> Data under study

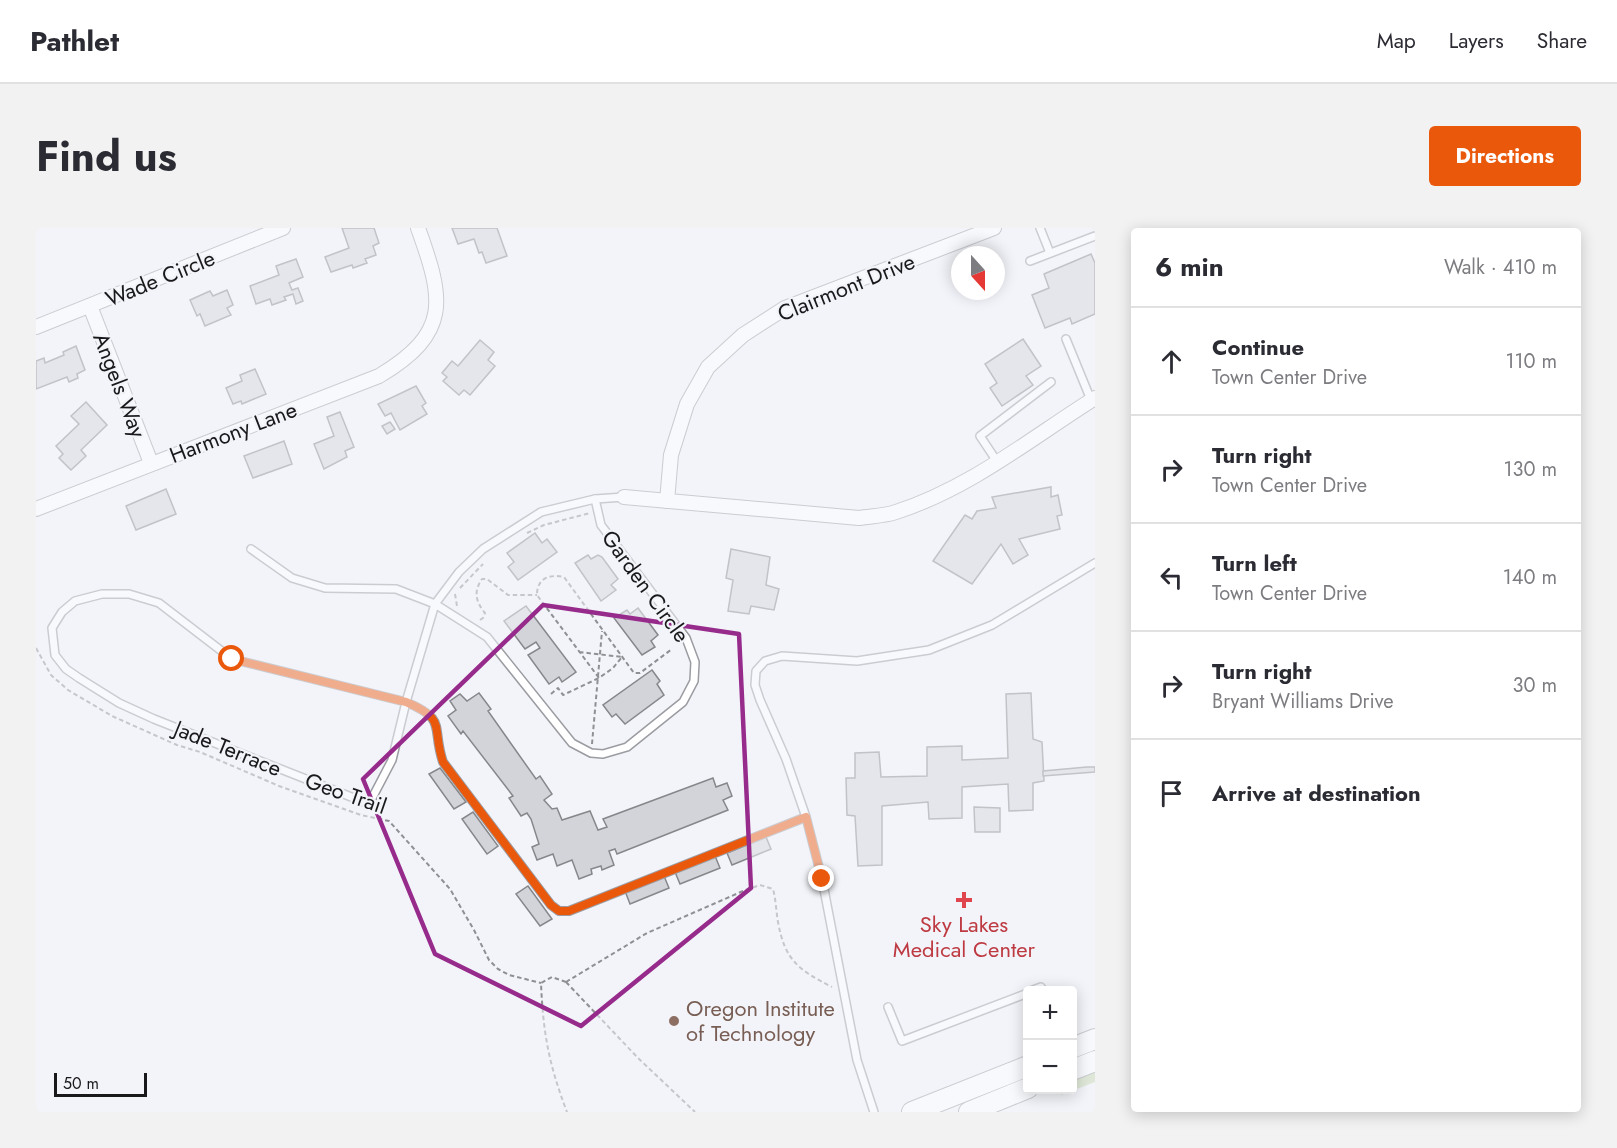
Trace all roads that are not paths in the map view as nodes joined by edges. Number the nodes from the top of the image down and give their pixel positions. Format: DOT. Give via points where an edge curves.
graph roads {
  1 [pos="284,228"];
  2 [pos="418,228"];
  3 [pos="994,228"];
  4 [pos="1040,228"];
  5 [pos="1095,236"];
  6 [pos="1050,253"];
  7 [pos="1030,261"];
  8 [pos="90,306"];
  9 [pos="36,327"];
  10 [pos="1066,339"];
  11 [pos="1051,381"];
  12 [pos="1093,399"];
  13 [pos="151,463"];
  14 [pos="998,463"];
  15 [pos="624,497"];
  16 [pos="594,499"];
  17 [pos="667,501"];
  18 [pos="36,509"];
  19 [pos="251,549"];
  20 [pos="1095,563"];
  21 [pos="435,604"];
  22 [pos="406,702"];
  23 [pos="806,817"];
  24 [pos="1023,995"];
  25 [pos="888,1007"];
  26 [pos="1095,1039"];
  27 [pos="1077,1046"];
  28 [pos="1095,1061"];
  29 [pos="1023,1068"];
  30 [pos="1077,1068"];
  31 [pos="1023,1090"];
  32 [pos="874,1112"];
  33 [pos="912,1112"];
  34 [pos="969,1112"];
  1 -- 8 [label="street, Wade Circle"];
  2 -- 13 [label="street, Harmony Lane" via="437,288 435,317 422,343 402,362 379,376"];
  3 -- 17 [label="street, Clairmont Drive" via="785,308 743,335 708,367 687,404 671,455"];
  4 -- 6 [label="lane"];
  5 -- 6 [label="lane"];
  6 -- 7 [label="lane"];
  8 -- 9 [label="street, Wade Circle"];
  8 -- 13 [label="street, Angels Way"];
  10 -- 12 [label="lane"];
  11 -- 14 [label="lane" via="980,436"];
  12 -- 14 [label="street"];
  13 -- 18 [label="street, Harmony Lane"];
  14 -- 17 [label="street" via="948,491 894,513 859,518"];
  15 -- 16 [label="lane"];
  15 -- 17 [label="street"];
  16 -- 21 [label="lane" via="541,512 483,549"];
  16 -- 21 [label="lane, Garden Circle" via="602,525 686,638 696,662 694,681 683,702 627,747 591,753 572,742 487,637"];
  19 -- 21 [label="lane" via="292,578 325,588 396,589"];
  20 -- 23 [label="lane" via="992,626 929,650 857,661 782,656 765,662 756,671 755,685"];
  21 -- 22 [label="lane"];
  22 -- 22 [label="lane, Jade Terrace" via="232,659 159,603 129,594 102,594 75,601 52,628 55,656 66,669 119,703 369,804 392,760"];
  22 -- 23 [label="lane" via="432,717 443,762 559,911 569,911"];
  23 -- 32 [label="lane" via="857,1059"];
  24 -- 25 [label="lane" via="902,1041"];
  26 -- 27 [label="street"];
  28 -- 30 [label="street"];
  29 -- 33 [label="street"];
  31 -- 34 [label="street"];
}
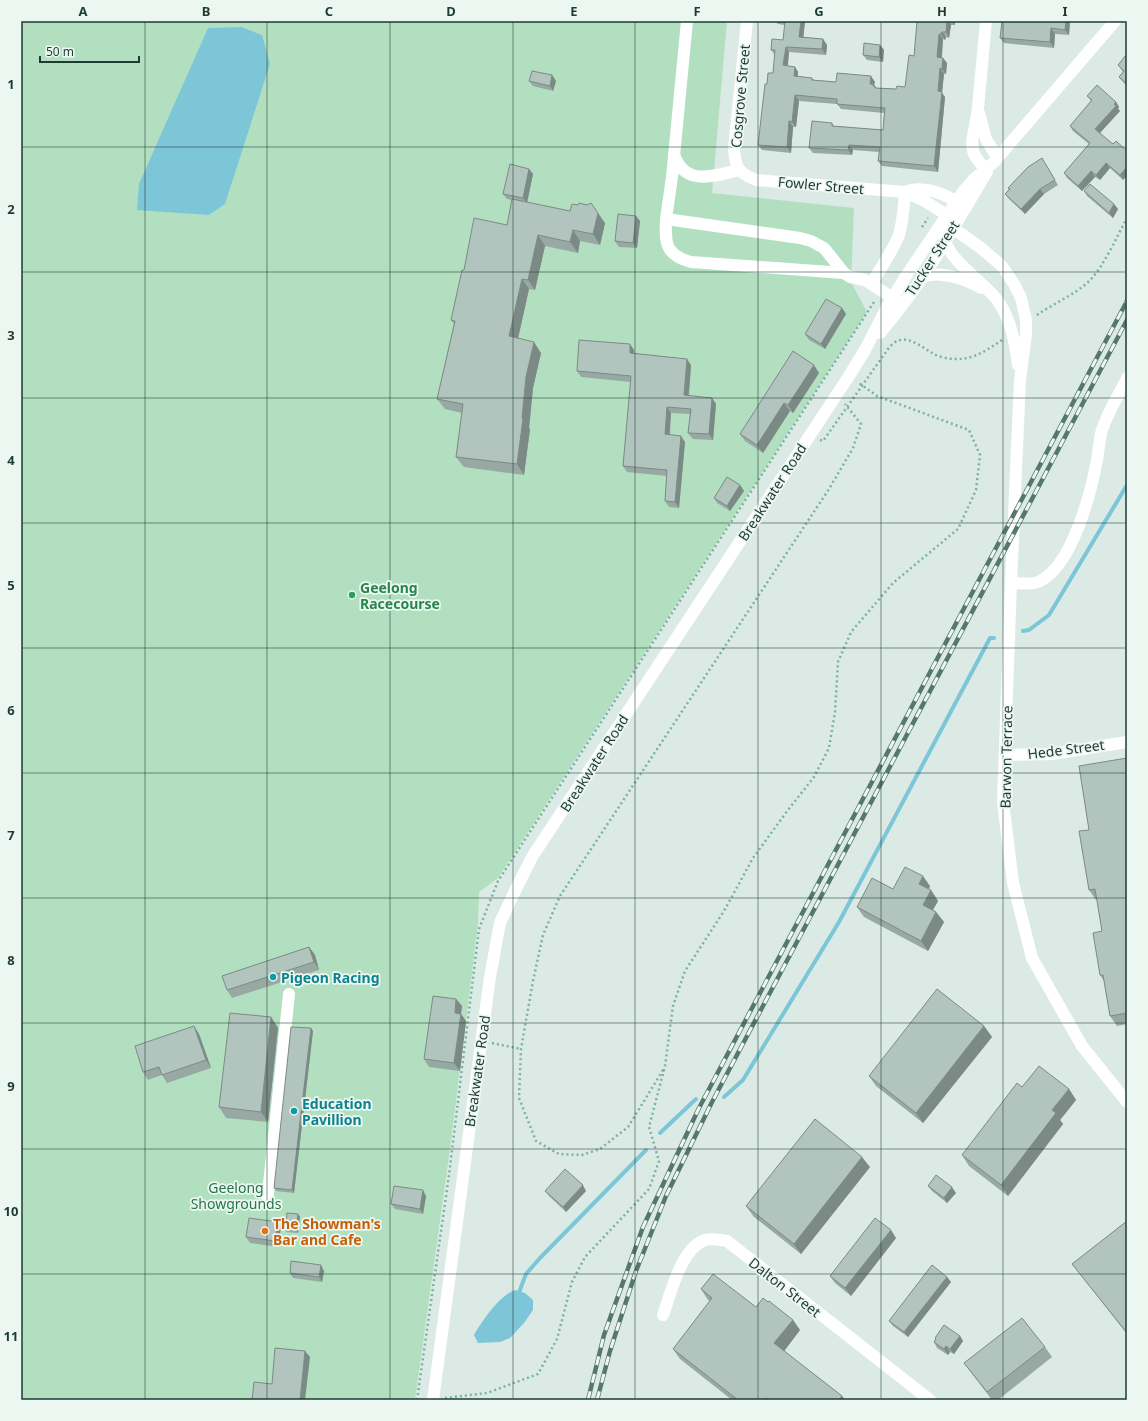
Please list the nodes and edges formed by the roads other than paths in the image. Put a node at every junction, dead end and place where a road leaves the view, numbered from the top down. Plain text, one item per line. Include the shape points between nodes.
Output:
1 (687, 21) edge
2 (746, 21) edge
3 (986, 21) edge
4 (1115, 21) edge
5 (978, 108) junction
6 (674, 153) junction
7 (991, 165) junction
8 (739, 170) junction
9 (905, 192) junction
10 (956, 202) junction
11 (961, 214) junction
12 (666, 219) junction
13 (948, 221) junction
14 (945, 242) junction
15 (844, 273) junction
16 (922, 277) junction
17 (871, 284) junction
18 (897, 302) junction
19 (999, 302) junction
20 (865, 350) joint
21 (1127, 378) edge
22 (1020, 380) junction
23 (1124, 387) edge
24 (1011, 583) junction
25 (1127, 742) edge
26 (1005, 755) junction
27 (289, 994) dead end
28 (1127, 1102) edge
29 (267, 1203) dead end
30 (663, 1315) dead end
31 (433, 1399) edge
32 (930, 1400) edge

1 - 6 street
2 - 8 street, Cosgrove Street via 734,148
3 - 5 street
4 - 7 street, Tucker Street
5 - 7 street
5 - 7 street via 973,148 975,156
6 - 8 street via 679,166 690,174 708,178
6 - 12 street
7 - 10 street, Tucker Street via 966,188
7 - 11 street, Tucker Street
8 - 9 street, Fowler Street via 756,180
9 - 10 street, Fowler Street via 914,189 929,191 945,195
9 - 13 street, Fowler Street via 927,202
9 - 17 street via 899,234
10 - 11 street
10 - 13 street
11 - 13 street
12 - 15 street via 806,239 824,248
12 - 15 street via 668,247 681,259 691,262
13 - 14 street, Tucker Street
13 - 18 street
13 - 22 street, Barwon Terrace via 1002,266 1021,298 1027,323
14 - 16 street, Tucker Street
14 - 19 street, Barwon Terrace via 953,255
15 - 17 street
16 - 18 street, Tucker Street
16 - 19 street, Barwon Terrace via 935,275 962,279 982,288
17 - 18 street
18 - 20 street, Tucker Street
19 - 22 street, Barwon Terrace via 1012,333
20 - 31 street, Breakwater Road via 532,857 500,922 481,1041
21 - 23 street
22 - 24 street, Barwon Terrace
23 - 24 street via 1102,430 1089,495 1071,544 1058,565 1045,578 1033,583
24 - 26 street, Barwon Terrace
25 - 26 street, Hede Street via 1052,754
26 - 28 street, Barwon Terrace via 1003,802 1013,883 1032,958 1082,1046
27 - 29 street
30 - 32 street, Dalton Street via 688,1253 705,1240 727,1241

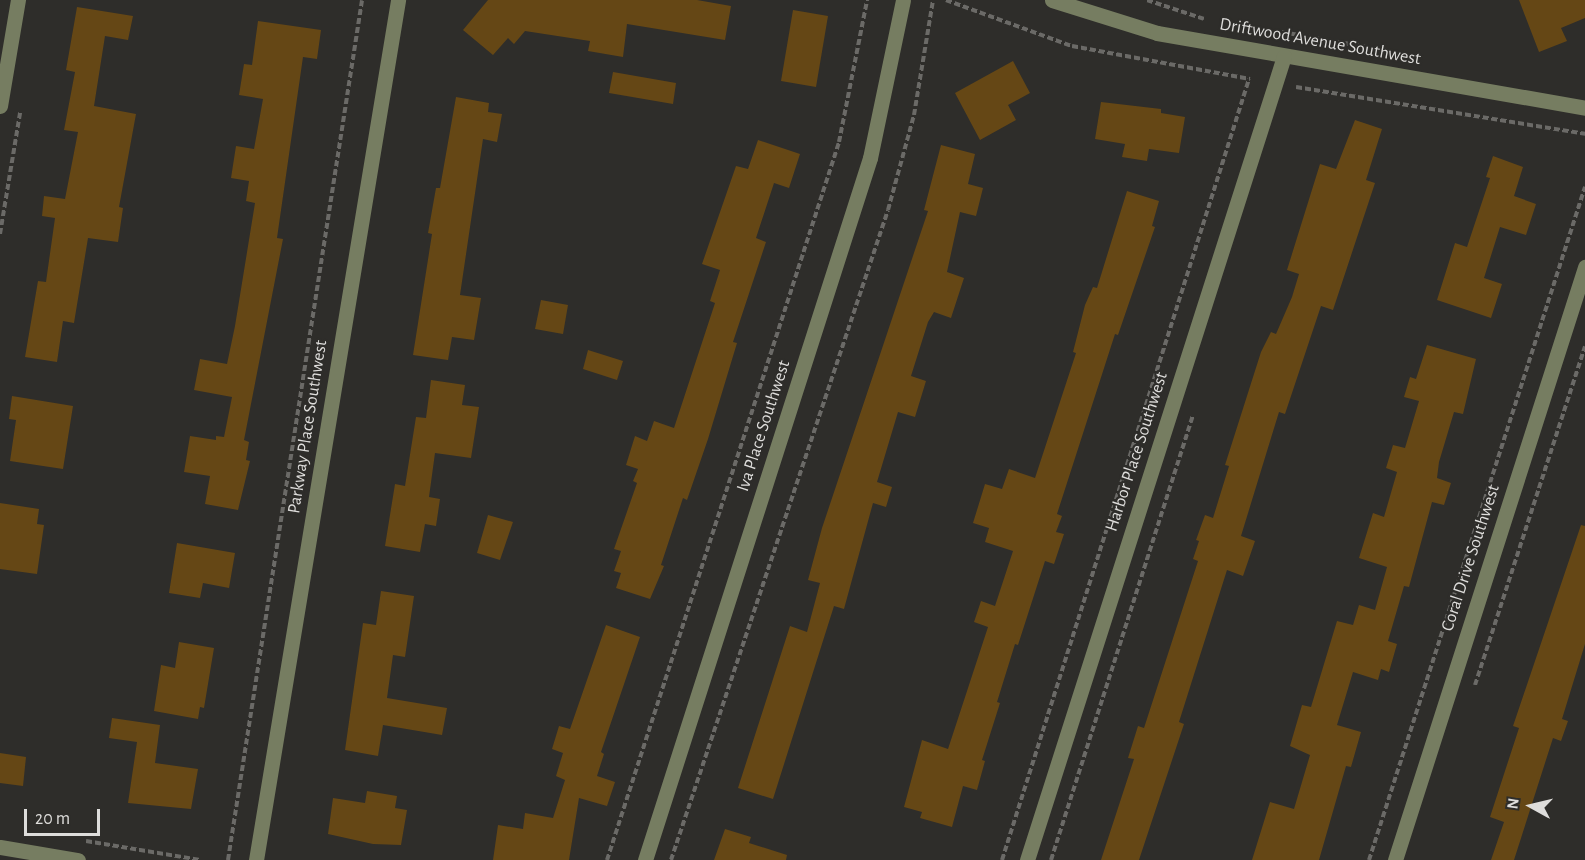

> What the task requires
All lines above that contain the word "edges" are to be copied.

> Response to the task
Trace all roads that are not paths in the map view as nodes joined by edges. Number the nodes from the top of the image down and give their pixel positions. Format: DOT. Give via points where an edge curves.
Please list the nodes and edges formed by the roads other than paths in the image. Put a node at every junction, dead end and place where a road leaves the view, numbered from the top down. Plain text, one item per line. Include the shape points between nodes.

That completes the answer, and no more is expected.